This repository contains the tests for exponential decay when constraints are applied and the implementation of the examples in the paper "Exponential Concentration in Stochastic Approximation" (https://arxiv.org/abs/2208.07243).
Examples include a circle constraint problem, a three-spherical constraints problem, a non-negative ridge regression, a 2 variables linear programming problem, a 50 variables probability simplex problem, a multi-armed bandit problem, a three-state two-action Markov decision process, and a more complicated Markov decision process - the Blackjack problem introduced in Sutton and Barto (2018).

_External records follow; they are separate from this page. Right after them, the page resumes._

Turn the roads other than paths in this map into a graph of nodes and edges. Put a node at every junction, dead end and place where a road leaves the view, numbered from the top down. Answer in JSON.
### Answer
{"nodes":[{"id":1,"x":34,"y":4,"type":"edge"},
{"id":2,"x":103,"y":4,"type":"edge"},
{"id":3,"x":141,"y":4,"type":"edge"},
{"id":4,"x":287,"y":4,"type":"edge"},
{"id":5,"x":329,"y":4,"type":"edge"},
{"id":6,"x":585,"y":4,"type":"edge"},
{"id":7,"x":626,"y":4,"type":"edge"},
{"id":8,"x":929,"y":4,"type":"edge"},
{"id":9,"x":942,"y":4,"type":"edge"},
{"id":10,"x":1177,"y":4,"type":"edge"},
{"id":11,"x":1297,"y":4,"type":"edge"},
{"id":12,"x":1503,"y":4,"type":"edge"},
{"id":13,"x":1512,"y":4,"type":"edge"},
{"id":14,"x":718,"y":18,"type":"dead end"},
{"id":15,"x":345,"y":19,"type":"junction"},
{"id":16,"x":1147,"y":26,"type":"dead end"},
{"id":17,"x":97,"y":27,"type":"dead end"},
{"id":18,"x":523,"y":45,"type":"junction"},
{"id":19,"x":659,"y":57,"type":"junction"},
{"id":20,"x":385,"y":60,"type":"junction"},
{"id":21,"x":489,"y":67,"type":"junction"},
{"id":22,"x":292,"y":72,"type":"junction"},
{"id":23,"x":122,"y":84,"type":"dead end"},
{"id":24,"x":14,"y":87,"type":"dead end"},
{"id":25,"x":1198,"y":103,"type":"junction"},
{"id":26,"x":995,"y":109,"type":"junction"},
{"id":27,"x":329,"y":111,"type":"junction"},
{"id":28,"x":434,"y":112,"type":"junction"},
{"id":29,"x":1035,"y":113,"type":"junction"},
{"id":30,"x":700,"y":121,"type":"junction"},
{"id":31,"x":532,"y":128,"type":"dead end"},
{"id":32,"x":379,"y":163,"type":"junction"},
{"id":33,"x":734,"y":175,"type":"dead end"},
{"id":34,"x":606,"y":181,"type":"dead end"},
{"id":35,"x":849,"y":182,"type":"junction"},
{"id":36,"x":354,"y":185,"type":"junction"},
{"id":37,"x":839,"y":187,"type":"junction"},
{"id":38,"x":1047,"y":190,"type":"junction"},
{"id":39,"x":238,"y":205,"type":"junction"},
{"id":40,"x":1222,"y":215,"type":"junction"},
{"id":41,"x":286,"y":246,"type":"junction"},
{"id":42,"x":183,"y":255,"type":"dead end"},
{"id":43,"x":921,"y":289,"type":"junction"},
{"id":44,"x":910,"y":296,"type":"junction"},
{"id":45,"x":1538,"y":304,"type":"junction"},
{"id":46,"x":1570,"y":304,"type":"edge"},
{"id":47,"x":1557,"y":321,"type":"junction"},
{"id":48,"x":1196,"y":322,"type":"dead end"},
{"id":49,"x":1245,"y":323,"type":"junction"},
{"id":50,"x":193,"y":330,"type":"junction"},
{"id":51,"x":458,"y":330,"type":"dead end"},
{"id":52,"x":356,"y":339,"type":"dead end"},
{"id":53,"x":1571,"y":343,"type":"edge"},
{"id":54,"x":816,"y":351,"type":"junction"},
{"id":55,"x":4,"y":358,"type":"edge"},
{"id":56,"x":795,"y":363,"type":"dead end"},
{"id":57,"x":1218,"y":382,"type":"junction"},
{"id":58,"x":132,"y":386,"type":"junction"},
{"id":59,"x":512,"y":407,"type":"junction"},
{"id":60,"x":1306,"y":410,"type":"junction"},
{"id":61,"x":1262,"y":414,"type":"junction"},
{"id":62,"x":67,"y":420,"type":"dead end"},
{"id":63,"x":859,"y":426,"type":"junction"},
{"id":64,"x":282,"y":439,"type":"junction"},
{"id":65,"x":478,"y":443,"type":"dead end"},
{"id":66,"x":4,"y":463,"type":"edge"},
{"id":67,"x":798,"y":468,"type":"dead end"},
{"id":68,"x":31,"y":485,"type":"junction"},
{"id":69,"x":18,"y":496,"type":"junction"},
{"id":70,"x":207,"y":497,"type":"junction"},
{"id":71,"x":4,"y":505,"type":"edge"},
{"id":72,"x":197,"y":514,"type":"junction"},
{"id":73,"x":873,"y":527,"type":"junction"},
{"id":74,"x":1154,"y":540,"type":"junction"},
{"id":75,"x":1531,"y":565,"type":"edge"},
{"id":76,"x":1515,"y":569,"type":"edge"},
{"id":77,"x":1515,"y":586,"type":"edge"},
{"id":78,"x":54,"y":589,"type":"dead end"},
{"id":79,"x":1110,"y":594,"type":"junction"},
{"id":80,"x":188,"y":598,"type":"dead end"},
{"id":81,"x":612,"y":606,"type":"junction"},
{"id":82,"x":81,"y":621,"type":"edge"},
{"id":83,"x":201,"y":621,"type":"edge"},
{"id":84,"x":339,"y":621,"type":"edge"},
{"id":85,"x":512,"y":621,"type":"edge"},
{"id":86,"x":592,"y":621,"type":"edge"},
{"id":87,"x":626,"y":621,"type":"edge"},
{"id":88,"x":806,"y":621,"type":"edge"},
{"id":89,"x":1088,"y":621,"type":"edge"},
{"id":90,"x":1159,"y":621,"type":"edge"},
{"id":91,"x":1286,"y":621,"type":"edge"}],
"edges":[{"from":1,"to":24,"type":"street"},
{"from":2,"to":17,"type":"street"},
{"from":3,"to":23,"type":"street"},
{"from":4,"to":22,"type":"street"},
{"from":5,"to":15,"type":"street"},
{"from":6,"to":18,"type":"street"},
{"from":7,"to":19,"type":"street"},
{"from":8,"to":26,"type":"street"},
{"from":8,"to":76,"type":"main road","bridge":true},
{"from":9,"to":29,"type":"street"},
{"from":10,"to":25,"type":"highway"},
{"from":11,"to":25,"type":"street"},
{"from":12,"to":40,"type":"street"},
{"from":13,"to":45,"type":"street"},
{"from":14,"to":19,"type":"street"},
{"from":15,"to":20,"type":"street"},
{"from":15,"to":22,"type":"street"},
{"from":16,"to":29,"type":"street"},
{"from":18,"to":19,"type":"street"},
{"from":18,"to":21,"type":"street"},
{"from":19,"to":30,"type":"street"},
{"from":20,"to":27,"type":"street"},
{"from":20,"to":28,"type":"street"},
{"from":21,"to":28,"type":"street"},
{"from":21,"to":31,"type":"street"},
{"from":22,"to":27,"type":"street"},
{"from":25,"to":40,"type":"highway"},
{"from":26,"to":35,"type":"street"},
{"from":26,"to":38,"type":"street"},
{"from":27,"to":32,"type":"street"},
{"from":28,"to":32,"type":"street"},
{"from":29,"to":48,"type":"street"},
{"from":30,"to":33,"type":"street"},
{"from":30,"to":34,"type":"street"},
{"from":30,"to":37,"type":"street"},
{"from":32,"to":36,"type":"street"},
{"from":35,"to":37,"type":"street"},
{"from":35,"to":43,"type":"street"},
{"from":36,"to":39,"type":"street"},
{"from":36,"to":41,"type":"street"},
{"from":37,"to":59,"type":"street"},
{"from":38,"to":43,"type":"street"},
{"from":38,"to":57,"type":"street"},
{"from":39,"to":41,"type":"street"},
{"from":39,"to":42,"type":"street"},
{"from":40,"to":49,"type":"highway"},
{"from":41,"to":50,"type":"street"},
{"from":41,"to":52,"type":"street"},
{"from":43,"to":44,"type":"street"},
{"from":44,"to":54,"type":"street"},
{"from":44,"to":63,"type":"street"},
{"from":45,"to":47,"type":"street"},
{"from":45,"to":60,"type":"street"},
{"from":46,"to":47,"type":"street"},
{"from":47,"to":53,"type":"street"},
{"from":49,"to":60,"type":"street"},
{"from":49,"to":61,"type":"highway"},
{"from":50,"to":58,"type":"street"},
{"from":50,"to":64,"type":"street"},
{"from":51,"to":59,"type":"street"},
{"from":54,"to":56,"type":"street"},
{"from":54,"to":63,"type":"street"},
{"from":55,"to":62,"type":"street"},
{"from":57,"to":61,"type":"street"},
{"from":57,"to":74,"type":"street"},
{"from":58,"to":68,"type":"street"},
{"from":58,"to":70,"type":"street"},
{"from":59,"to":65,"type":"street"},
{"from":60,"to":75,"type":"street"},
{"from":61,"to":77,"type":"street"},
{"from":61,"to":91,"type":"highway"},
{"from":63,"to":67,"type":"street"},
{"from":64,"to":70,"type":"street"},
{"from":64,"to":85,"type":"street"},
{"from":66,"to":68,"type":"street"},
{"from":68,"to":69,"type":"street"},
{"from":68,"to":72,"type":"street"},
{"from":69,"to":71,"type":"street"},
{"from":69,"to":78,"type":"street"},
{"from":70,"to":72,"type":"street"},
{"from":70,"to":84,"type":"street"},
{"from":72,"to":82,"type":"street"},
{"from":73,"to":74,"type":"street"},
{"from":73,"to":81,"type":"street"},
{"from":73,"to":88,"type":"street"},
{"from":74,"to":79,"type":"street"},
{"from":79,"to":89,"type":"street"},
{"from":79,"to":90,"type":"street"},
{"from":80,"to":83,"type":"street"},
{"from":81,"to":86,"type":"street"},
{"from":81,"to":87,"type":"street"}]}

Before runing any code, create a folder under the current position named 'Figures' to save figures.
Projections applied:
For the probability simplex problem and the multi-armed bandit problem, the L1-projection algorithm (https://stanford.edu/~jduchi/projects/DuchiShSiCh08.html) is applied. This algorithm has been rewritten in Python and is involved in this repository.
For the linear programming, multi-armed bandit and MDP problems, Polyhedron Manipulation in Python (pypoman) package (https://scaron.info/doc/pypoman/) and cvxopt (http://cvxopt.org/) are applied. Install the packages first.
In particular, the Blackjack problem is constructed based on the OpenAI gym. Install the gym package before running the files in Blackjack.